Over the years, he and his team have also had to deal with the opiate epidemic, cluster outbreaks of bacterial meningitis and, of course, poor flu seasons.
And then 2020 arrived. The first global pandemic in a century. A coronavirus called COVID-19. A virus that science had not seen before in the way it attacked humans in a myriad of ways. And no treatment available.
“We were flying blind at first. We just had to follow what we thought were the best recommendations of what was available. We’re trying to provide guidance to our long-term care facilities to try to reduce the exposures of our most vulnerable,” Allan said.
The first three cases in Ohio were in Cuyahoga County. Cuyahoga County has also borne the brunt of case numbers throughout the pandemic.
I asked Allan when he first had the day off.
“It was at least a year, I worked, I think, every day for a year, but so did you, and a lot of other people too,” Allan said.
In two years, his team answered 60,000 telephone calls for simple information. Not including contact tracing. He held more than a hundred press briefings.
“Over 4,000 people have died, we’ve had over three times as many people quarantined, so we’re talking about the order of five, 600,000 people who have been affected,” Allan said.
Some decisions, including those relating to schools and masks, have drawn heavy criticism.
Allan followed the science and says it worked.
“Sometimes we have to make tough decisions and recommendations, but we do it to keep people out of hospital and we do it to save lives,” he said.
I asked what would haunt him.
“The 4,000 people who died, the early death that happened in nursing homes while we were still trying to figure out what was going on,” he said.
The accomplishments that make him proud might surprise you.
Like reducing the number of septic tanks in the county by more than half.

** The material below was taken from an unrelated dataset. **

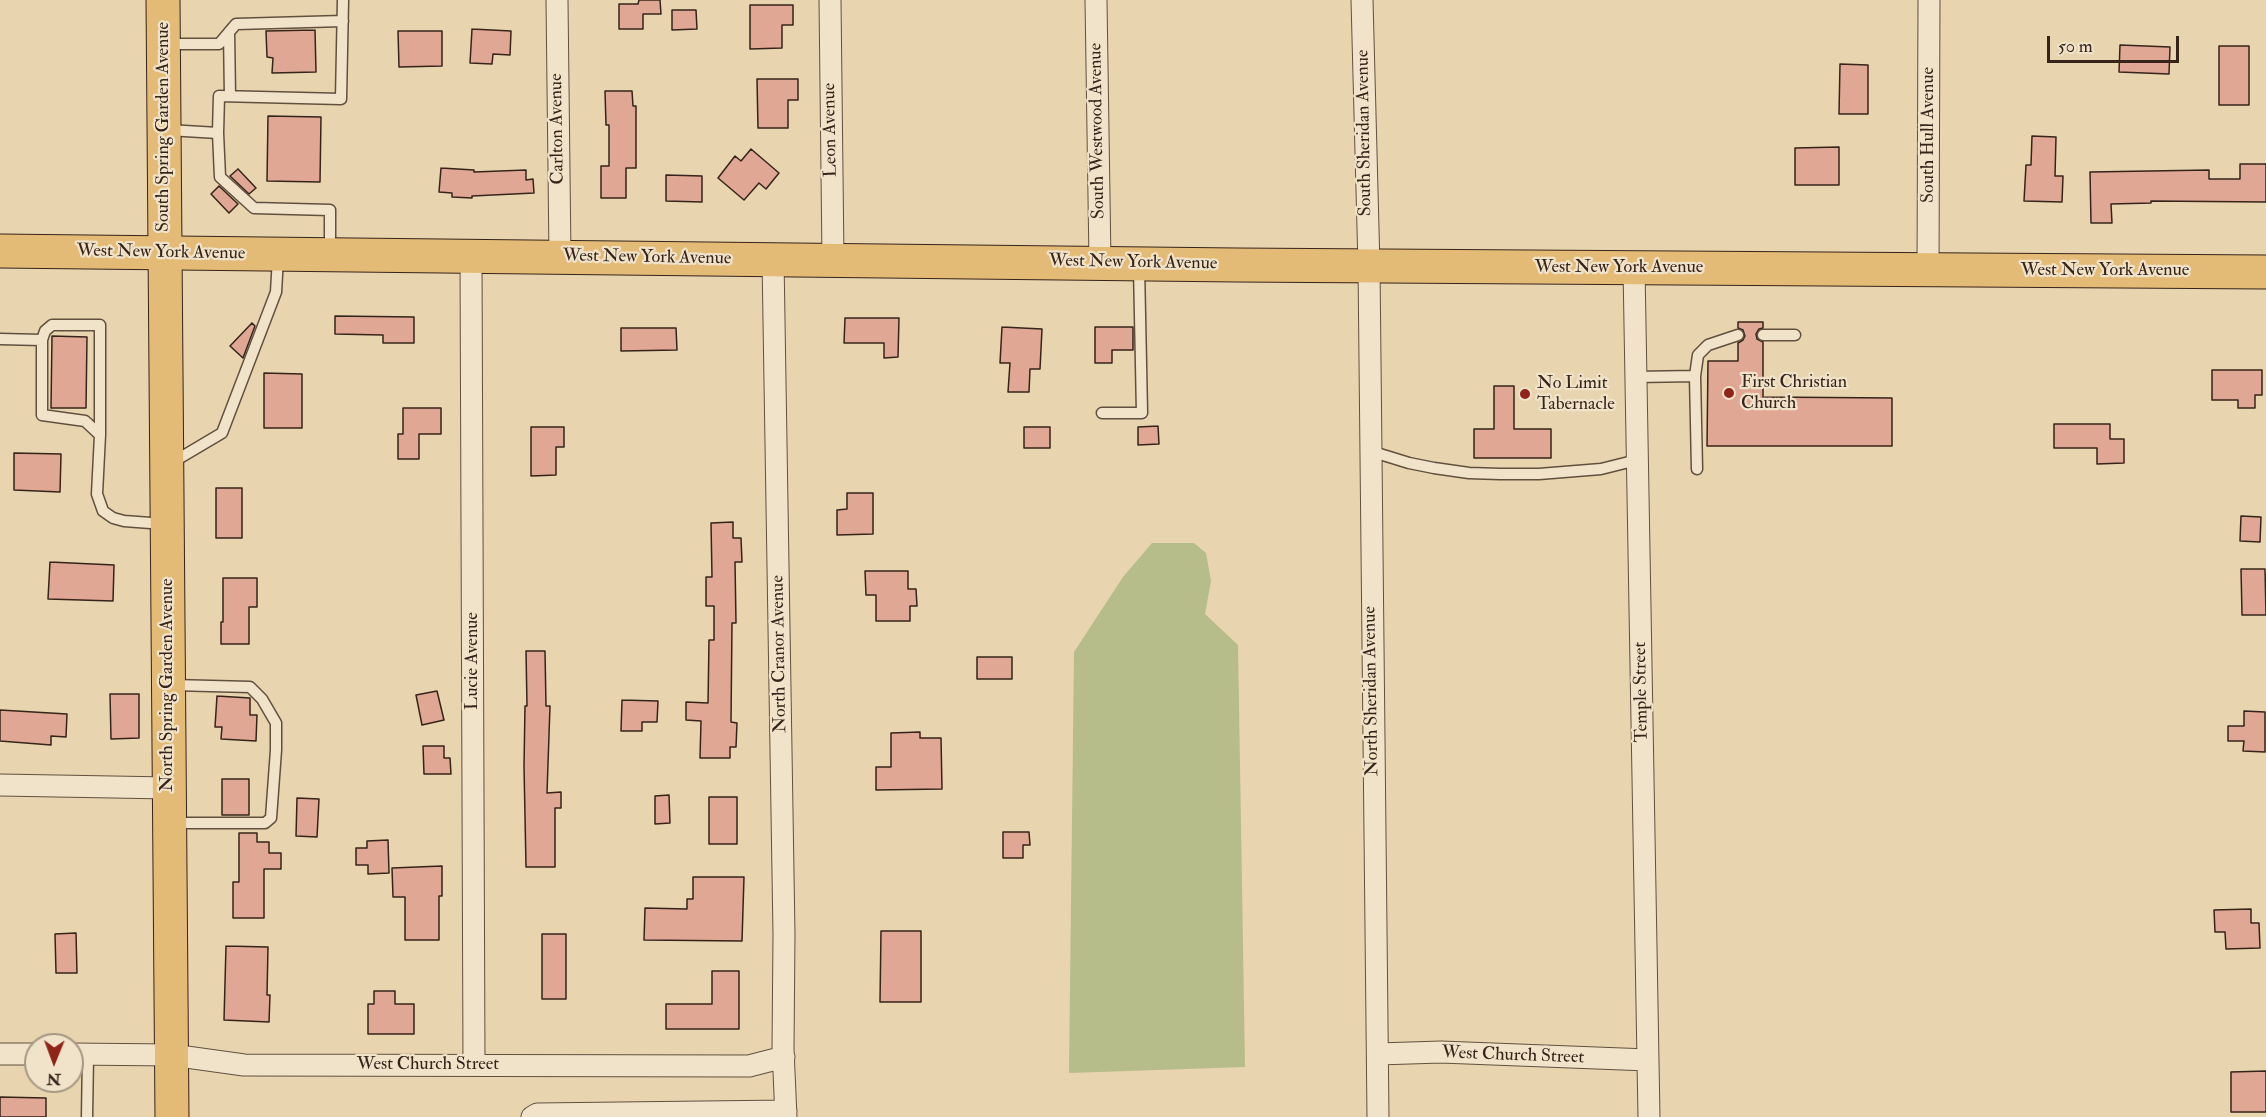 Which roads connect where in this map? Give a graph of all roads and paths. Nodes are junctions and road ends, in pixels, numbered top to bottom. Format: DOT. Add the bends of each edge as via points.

“Which reduced a lot of illicit discharges or communities replaced septic tanks to reduce illicit discharges, cross-connections with sewage going into streams and into the lake. You know, that’s pretty cool,” said Allan said.
Under his leadership, the rate of lead poisoning among children in Cuyahoga County dropped 76 percent. There was a 28% drop in heart attacks after the indoor smoking ban was put in place.
Allan leaves after 33 years in public health, including 18 years as Cuyahoga County Health Commissioner. He will tell you that his fondest memories are with those who worked with him on the front lines, those to whom he credits the work that made a difference.
“Above all, for me, it has been an honor to serve with the staff, this staff, especially over the past two years,” he said.
Terry Allan will retire from the Cuyahoga County Board of Health on Thursday, ushering in a new era under new health commissioner Dr. Roderick (Rod) Harris.
Harris previously served as deputy director of the Allegheny County Health Department in Pittsburgh. Harris is a Cleveland native who began his career in public health with CCBH in environmental health.